My hardware is based on i211AT and slow (by today's standards, 4 cores @ 1GHz) low power CPU (PC Engines APU4) but the issues could affect other Intel NICs as well.
- Default ring buffer sizes (see "ethtool -g eth0") of 256 are sub-optimal for a fairly busy router, causing significant packet loss. Works much better after "ethtool -G rx 4096 tx 4096 eth0" which are the max allowed values. Real Internet traffic (in my case, BGP router for a small local ISP with a few hundreds of customers) tends to be quite bursty, so it's not immediately obvious from averaged traffic or CPU load statistics or even iperf tests that there are brief moments when it can't keep up. If the small defaults are needed due to some old hardware limitations, it would at least be good to clearly document as it cost me some grey hair to find the cause of packet loss (wired router is the last place to expect this in a mostly wireless network). Anyway, igb (even ixgbe uses just 512 by default, max is 4096 too) is for fairly recent hardware, e1000e for older (PCIe) and e1000 for much older (parallel PCI, PCI-X) hardware right? For comparison, I checked driver source for cheap Realtek NICs (r8169) which use 2560 RX descriptors - not tunable, but 10x more. Larger buffers mean higher latency but I'm not seeing that much higher, and packet loss before increasing them had much worse effect on customer experience (about 1% may not seem a lot, but matters a lot at todays high speeds, see the formula at https://en.wikipedia.org/wiki/TCP_tuning#Packet_loss - 10x more TCP speed needs 100x lower loss under square root).
- On the same busy router I'm seeing lots of "igb ...: partial checksum but l4 proto=29!" messages in dmesg logs, and also some "mixed HW and IP checksum settings", this probably has something to do with offload settings Not sure which of the settings yet. Again, defaults are probably tuned for a not very busy host, not for a busy router.

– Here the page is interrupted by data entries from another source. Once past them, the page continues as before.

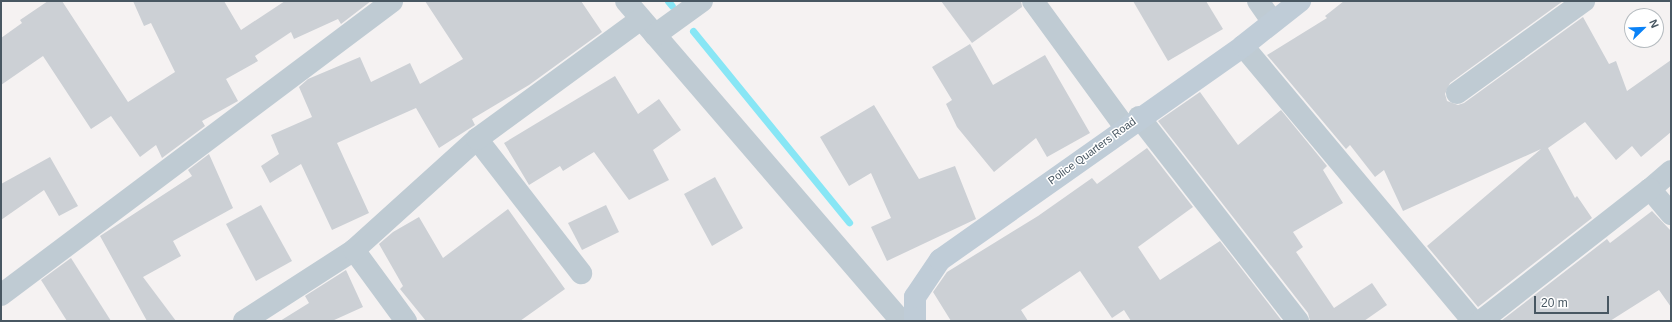 <!DOCTYPE html>
<style>
body{margin:0}
#map{position:relative;width:1672px;height:322px;overflow:hidden;background:#f5f2f2;font-family:Arial,sans-serif}
div>[style]{position:absolute}
[style*='--x']{left:calc(var(--x)*1px);top:calc(var(--y)*1px);width:calc(var(--w)*1px);rotate:calc(var(--a)*1deg)}
.stream>*{height:7px;margin:-3.5px;padding:0 3.5px;transform-origin:3.5px;border-radius:3.5px;background:#88e6f5}
.building>*{inset:0;background:#ccd0d5}
.street>*{height:22px;margin:-11px;padding:0 11px;transform-origin:11px;border-radius:11px;background:#bfcbd3}
.secondary>*{height:22px;margin:-11px;padding:0 11px;transform-origin:11px;border-radius:11px;background:#bfccd7}
span{translate:-50% -50%;white-space:nowrap;text-align:center;line-height:1.15;-webkit-text-stroke:3px #fff;paint-order:stroke}
.street-label{font-size:11px;color:#485762}
.frame{position:absolute;inset:0;border:2px solid #485762;pointer-events:none}
.north{position:absolute;left:1624px;top:8px;width:40px;height:40px;box-sizing:border-box;background:#fff;border:1px solid #b6bcc0;border-radius:50%;rotate:67deg;font-size:11px;font-weight:700;line-height:16px;text-align:center;color:#485762}
.north::after{content:'';display:block;margin:auto;width:14px;height:18px;background:#0a82f7;clip-path:polygon(50% 0,100% 100%,50% 72%,0 100%)}
.scale{position:absolute;left:1534px;top:296px;width:75px;height:18px;box-sizing:border-box;border:2px solid #485762;border-top:0;padding-left:5px;font-size:12px;line-height:14px;white-space:nowrap;color:#485762;-webkit-text-stroke:3px #fff;paint-order:stroke}
</style>
<div id="map">
<div class="stream">
<i style="--x:668;--y:1;--w:6;--a:51"></i>
<i style="--x:693;--y:31;--w:247;--a:50.8"></i>
</div>
<div class="building">
<i style="clip-path:polygon(48px 1px,62px 1px,128px 102px,175px 72px,151px 23px,144px 26px,133px 1px,224px 1px,241px 30px,285px 1px,371px 1px,341px 24px,338px 19px,294px 39px,291px 32px,255px 56px,258px 61px,226px 79px,238px 101px,202px 121px,205px 126px,162px 158px,156px 145px,140px 157px,111px 116px,91px 129px,43px 56px,1px 85px,1px 38px,22px 23px,20px 20px)"></i>
<i style="clip-path:polygon(425px 1px,581px 1px,602px 32px,529px 85px,472px 119px,475px 125px,439px 148px,416px 108px,337px 143px,369px 213px,332px 230px,301px 164px,270px 183px,261px 166px,279px 154px,271px 135px,312px 117px,299px 87px,308px 79px,360px 57px,371px 82px,410px 63px,420px 84px,463px 59px)"></i>
<i style="clip-path:polygon(941px 1px,1021px 1px,1022px 7px,972px 43px)"></i>
<i style="clip-path:polygon(1133px 1px,1206px 1px,1223px 29px,1168px 61px)"></i>
<i style="clip-path:polygon(1344px 1px,1563px 1px,1450px 83px,1445px 94px,1447px 101px,1458px 105px,1464px 103px,1583px 17px,1609px 64px,1616px 61px,1627px 91px,1671px 60px,1671px 132px,1641px 157px,1632px 146px,1616px 160px,1585px 122px,1548px 148px,1575px 198px,1577px 196px,1592px 218px,1478px 307px,1427px 246px,1541px 149px,1403px 211px,1384px 170px,1375px 177px,1350px 145px,1346px 149px,1267px 55px,1327px 18px,1325px 16px)"></i>
<i style="clip-path:polygon(970px 44px,993px 85px,1045px 55px,1090px 133px,1047px 157px,1036px 138px,994px 172px,957px 127px,946px 104px,952px 100px,932px 67px)"></i>
<i style="clip-path:polygon(615px 76px,638px 114px,659px 99px,681px 130px,653px 150px,669px 180px,629px 200px,594px 152px,563px 171px,560px 166px,529px 185px,504px 143px)"></i>
<i style="clip-path:polygon(1200px 92px,1238px 145px,1281px 110px,1327px 166px,1323px 170px,1343px 203px,1293px 232px,1303px 247px,1296px 252px,1334px 308px,1372px 283px,1387px 305px,1364px 321px,1310px 321px,1308px 313px,1158px 121px)"></i>
<i style="clip-path:polygon(874px 105px,919px 179px,955px 166px,976px 219px,887px 261px,871px 227px,891px 218px,871px 173px,849px 186px,820px 137px)"></i>
<i style="clip-path:polygon(1147px 148px,1193px 207px,1138px 247px,1160px 280px,1220px 241px,1282px 321px,1131px 321px,1124px 310px,1112px 318px,1080px 271px,1021px 310px,1028px 321px,951px 321px,933px 292px,947px 272px,1038px 216px,1092px 178px,1097px 184px)"></i>
<i style="clip-path:polygon(209px 154px,233px 208px,173px 241px,181px 256px,143px 277px,176px 321px,147px 321px,100px 236px,192px 176px,188px 170px)"></i>
<i style="clip-path:polygon(50px 157px,78px 206px,59px 216px,44px 190px,1px 220px,1px 184px)"></i>
<i style="clip-path:polygon(715px 177px,743px 228px,712px 246px,684px 194px)"></i>
<i style="clip-path:polygon(261px 205px,292px 261px,256px 281px,226px 224px)"></i>
<i style="clip-path:polygon(606px 205px,619px 232px,582px 250px,568px 223px)"></i>
<i style="clip-path:polygon(508px 209px,565px 289px,520px 321px,426px 321px,400px 289px,403px 286px,379px 244px,393px 232px,419px 217px,443px 258px)"></i>
<i style="clip-path:polygon(1652px 211px,1671px 231px,1671px 307px,1659px 290px,1610px 321px,1501px 321px,1607px 239px,1610px 243px)"></i>
<i style="clip-path:polygon(71px 258px,111px 321px,67px 321px,41px 280px)"></i>
<i style="clip-path:polygon(346px 270px,363px 307px,332px 321px,280px 321px,309px 303px,305px 296px)"></i>
</div>
<div class="street">
<i style="--x:626;--y:1;--w:422;--a:49.3"></i>
<i style="--x:1033;--y:1;--w:156;--a:53.9"></i>
<i style="--x:1258;--y:1;--w:24;--a:55"></i>
<i style="--x:655;--y:35;--w:58;--a:-35.9"></i>
<i style="--x:1243;--y:46;--w:359;--a:50.1"></i>
<i style="--x:1457;--y:93;--w:157;--a:-35.9"></i>
<i style="--x:1139;--y:117;--w:259;--a:52.1"></i>
<i style="--x:477;--y:139;--w:170;--a:52.2"></i>
<i style="--x:1671;--y:171;--w:28;--a:139"></i>
<i style="--x:1650;--y:189;--w:33;--a:50"></i>
<i style="--x:354;--y:250;--w:88;--a:53.8"></i>
<i style="--x:1;--y:295;--w:489;--a:-36.9"></i>
<i style="--x:244;--y:321;--w:131;--a:-32.8"></i>
<i style="--x:354;--y:250;--w:166;--a:-42.1"></i>
<i style="--x:477;--y:139;--w:203;--a:-36.2"></i>
<i style="--x:1481;--y:321;--w:214;--a:-38"></i>
</div>
<div class="secondary">
<i style="--x:915;--y:321;--w:24;--a:-90"></i>
<i style="--x:915;--y:297;--w:45;--a:-56"></i>
<i style="--x:940;--y:260;--w:371;--a:-35.2"></i>
<i style="--x:1243;--y:46;--w:73;--a:-38.3"></i>
</div>
<div class="street-label">
<span style="left:1092px;top:151px;rotate:-36deg">Police Quarters Road</span>
</div>
<div class="frame"></div>
<div class="north">N</div>
<div class="scale">20 m</div>
</div>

- This may be a quirk of my specific hardware or BIOS (coreboot) but of 4 i211AT interfaces, first two get two IRQs/queues and next two only get one IRQ/queue each. RPS needs to be enabled manually to distribute the load evenly between 4 CPU cores, otherwire just one core was 100%, especially on the box running as PPPoE server, this seems much more CPU intensive (my guess - copying each packet, as it's fresh data from the network it means lots of cache misses and stressed memory bandwidth) than plain routing.